Fuda apre la campagna elettorale rilanciando il suo “modello”

Mar, 13/03/2018 - 12:00

Nonostante in Italia sia sempre all’ordine del giorno lo scontro tra coloro che credono che i migranti siano portatori di disagi e delinquenza e coloro che invece comprendono la loro necessità di fuga dalla fame e dalla guerra degli Stati di appartenenza, c’è chi, come il sindaco di Riace Mimmo Lucano o quello di Gioiosa Ionica Salvatore Fuda, ha dato vita a un “modello” di accoglienza in grado di creare non solo consapevolezza attorno alla condizione dello straniero ma, soprattutto, una perfetta integrazione tra diverse culture.

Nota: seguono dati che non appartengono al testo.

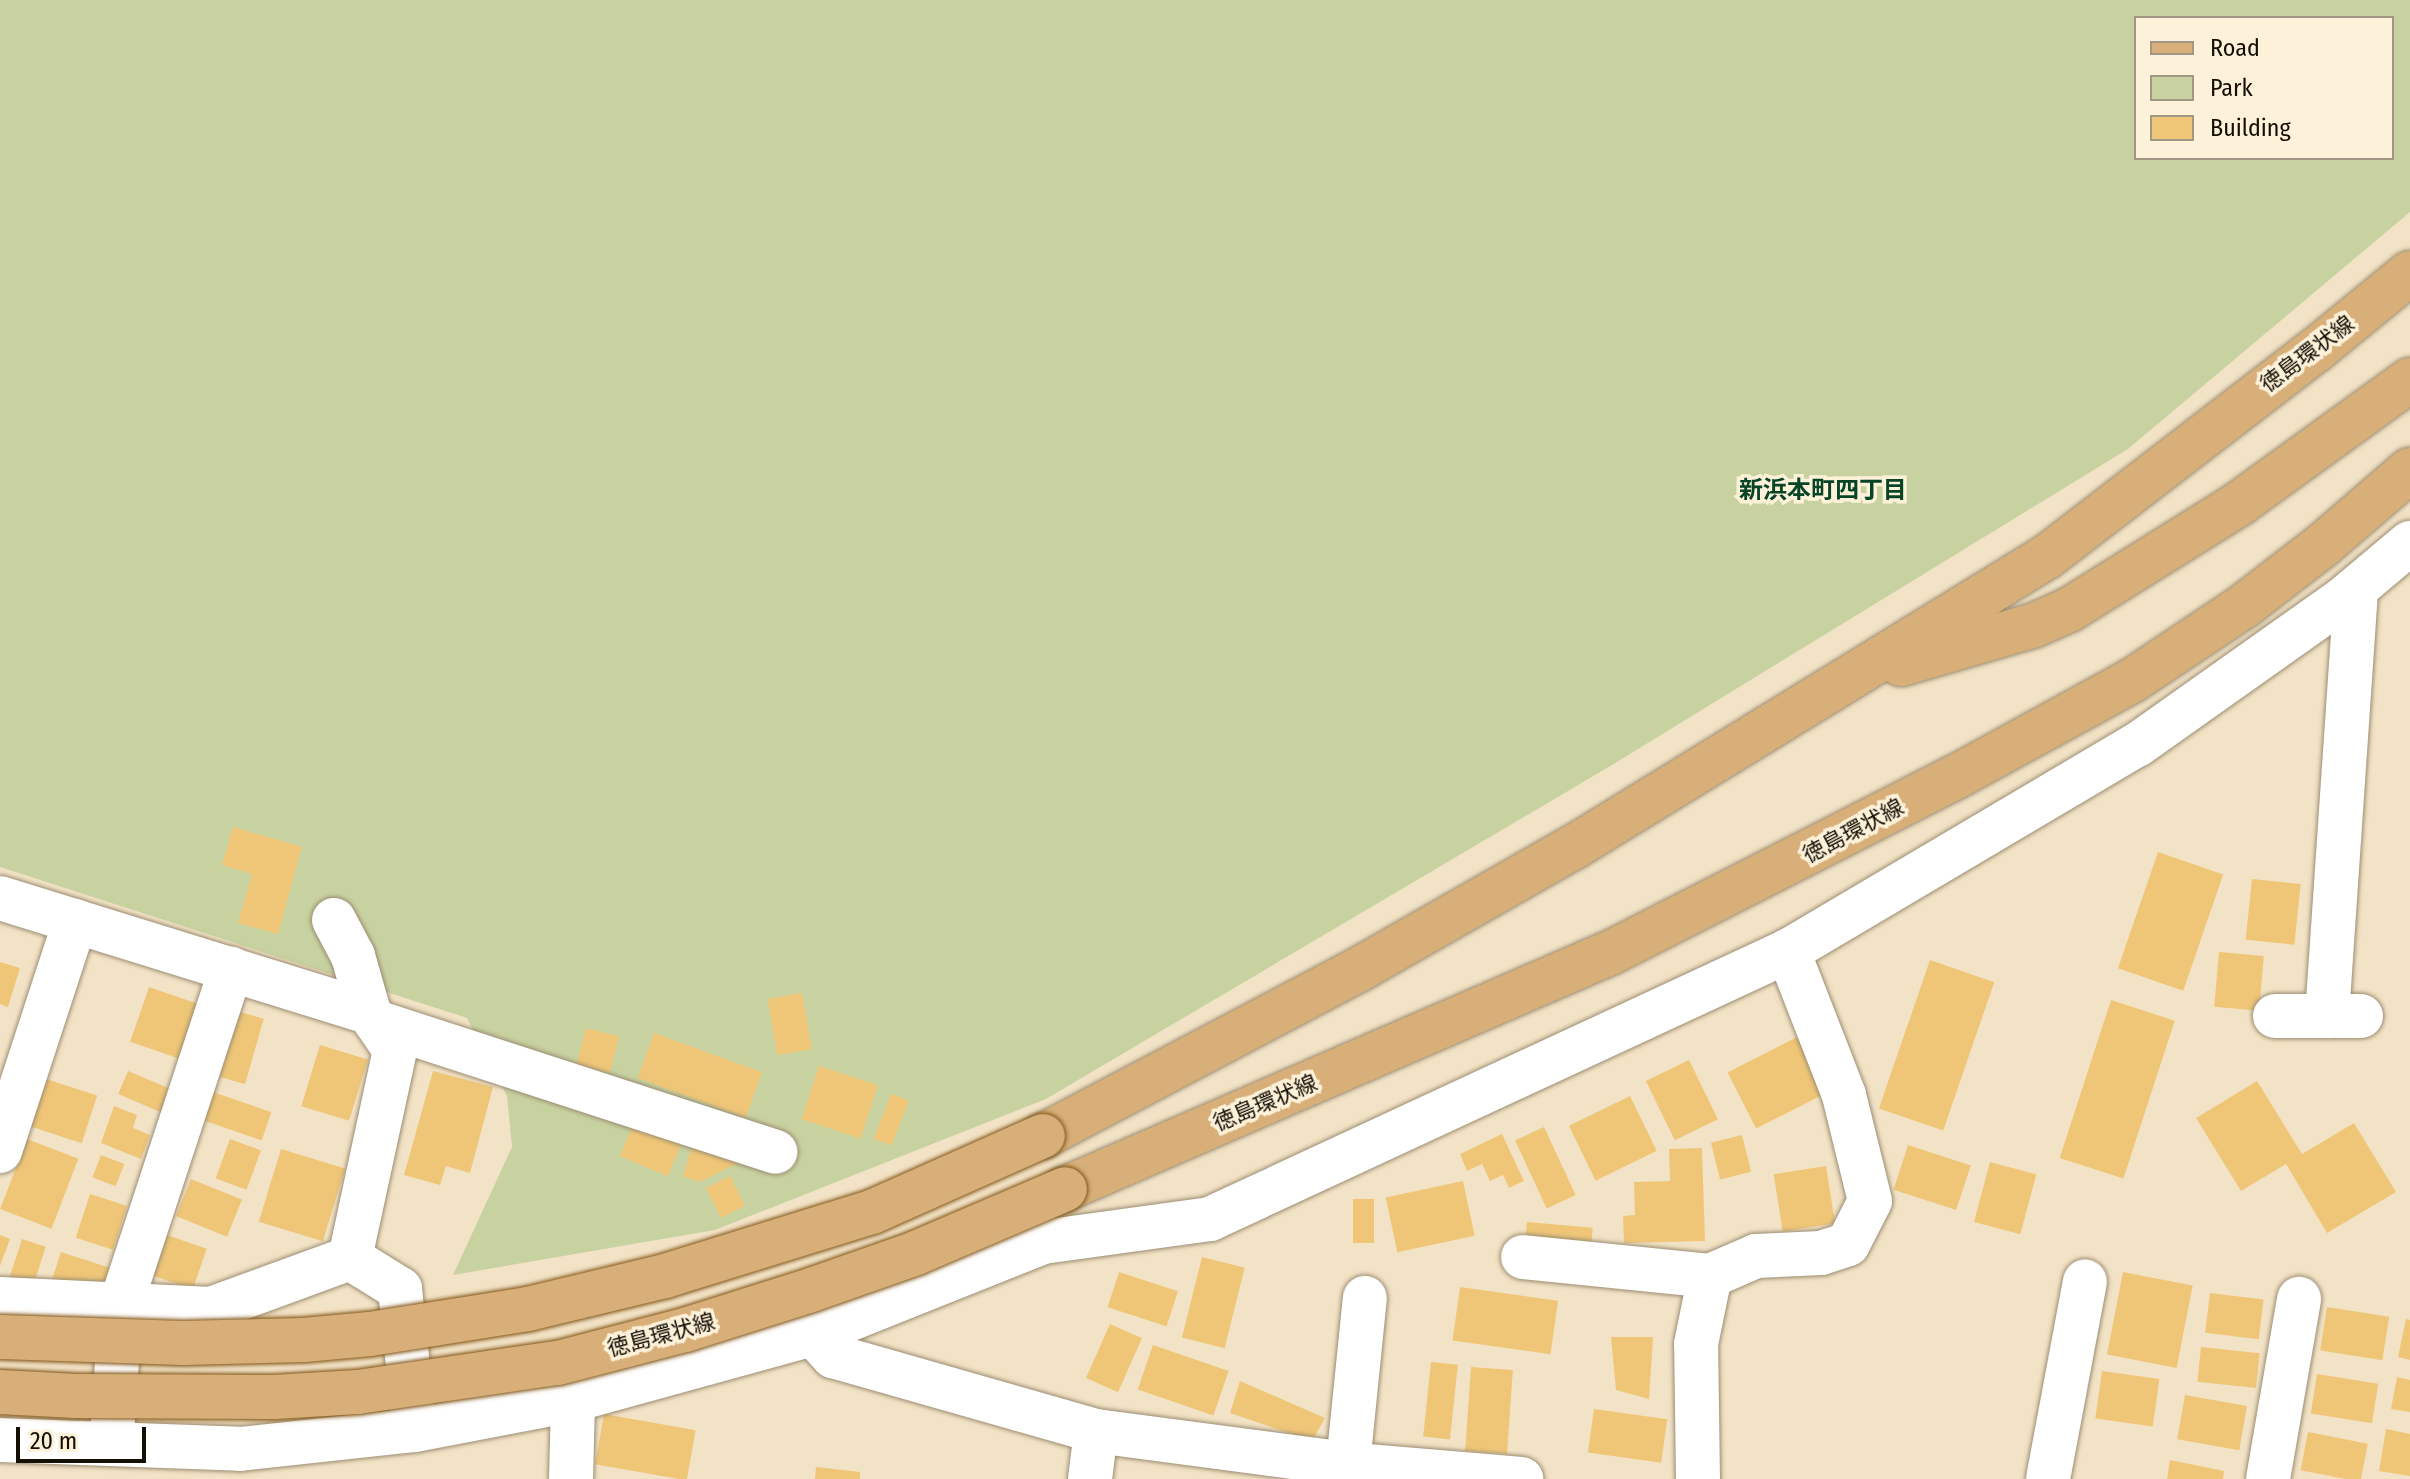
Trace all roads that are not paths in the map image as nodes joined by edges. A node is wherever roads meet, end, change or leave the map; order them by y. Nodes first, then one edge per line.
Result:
1 (2410, 273) edge
2 (2410, 380) edge
3 (2410, 470) edge
4 (2410, 543) edge
5 (2356, 589) junction
6 (1849, 680) junction
7 (0, 898) edge
8 (334, 920) dead end
9 (75, 921) junction
10 (1788, 951) junction
11 (231, 969) junction
12 (2275, 1016) dead end
13 (372, 1017) junction
14 (0, 1151) edge
15 (775, 1152) dead end
16 (1523, 1257) dead end
17 (350, 1258) junction
18 (1710, 1276) junction
19 (2085, 1281) dead end
20 (1365, 1298) dead end
21 (0, 1299) edge
22 (2299, 1299) dead end
23 (121, 1304) junction
24 (813, 1334) junction
25 (0, 1337) edge
26 (0, 1392) edge
27 (573, 1400) junction
28 (415, 1430) junction
29 (1096, 1431) junction
30 (0, 1440) edge
31 (111, 1444) junction
32 (240, 1464) edge
33 (1348, 1464) junction
34 (571, 1479) edge
35 (1090, 1479) edge
36 (1521, 1479) edge
37 (1698, 1479) edge
38 (2048, 1479) edge
39 (2268, 1479) edge

1 - 6 main road, 徳島環状線
2 - 6 main road, 徳島環状線
3 - 26 main road, 徳島環状線, bridge
4 - 5 street
5 - 10 street
5 - 12 street
6 - 25 main road, 徳島環状線, bridge
7 - 9 street
8 - 13 street
9 - 11 street
9 - 14 street
10 - 18 street
10 - 24 street
11 - 13 street
11 - 23 street
13 - 15 street
13 - 17 street
16 - 18 street
17 - 23 street
17 - 28 street
18 - 37 street
19 - 38 street
20 - 33 street
21 - 23 street
22 - 39 street
23 - 31 street
24 - 27 street
24 - 29 street
27 - 28 street
27 - 34 street
28 - 32 street
29 - 33 street
29 - 35 street
30 - 31 street
31 - 32 street
33 - 36 street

Durante l’incontro pubblico organizzato dal movimento civico “Gioiosa Bene Comune”, il primo cittadino ha imperniato proprio sull’accoglienza l’intervento con il quale ha rilanciato la propria candidatura in vista delle Elezioni Amministrative di maggio.
«In questi cinque anni di amministrazione c’è stato un grande impegno da parte mia e di coloro che mi hanno accompagnato - ha dichiarato Fuda illustrando i risultati ottenuti e chiedendo ai propri cittadini di rinnovargli la fiducia - e il risultato parla di una comunità più forte, di un paese preso come modello positivo. Abbiamo realizzato opere pubbliche per dieci milioni di euro e dato grande importanza alla prevenzione del dissesto idrogeologico con interventi costanti in fiumare e torrenti. Abbiamo sfruttato la possibilità, dataci dall’Agenzia dei Beni Confiscati, di dare spazi vitali alle nostre associazioni e fatto di tutto per permettere alla gente di lavorare, figurando tra i primi a presentare il rinnovo dei contratti dei precari e riorganizzando anche il servizio civile, che riteniamo sia una delle eccellenze di questi cinque anni».
In conclusione Fuda ha voluto lanciare un appello: «Iniziamo questa campagna elettorale riproponendo alla comunità il nostro modello e chiedendo di continuare a fare quello che abbiamo iniziato. Ho voluto praticare l’accoglienza, una scelta di cui vado orgoglioso e che ha portato benefici economici non indifferenti nel nostro paese, considerato che, ogni anno, l’indotto si aggira attorno al milione di Euro. Se questa dovesse essere la causa della nostra sconfitta sarò ancora più fiero di averlo fatto».
Una dichiarazione conclusiva che passa idealmente il testimone ai cittadini, che potranno così esprimere alle urne la loro soddisfazione o meno nei confronti del modello proposto.
Ma la campagna elettorale è appena cominciata e saranno sicuramente ancora molti i punti di scontro con le ancora non meglio definite compagini di opposizione.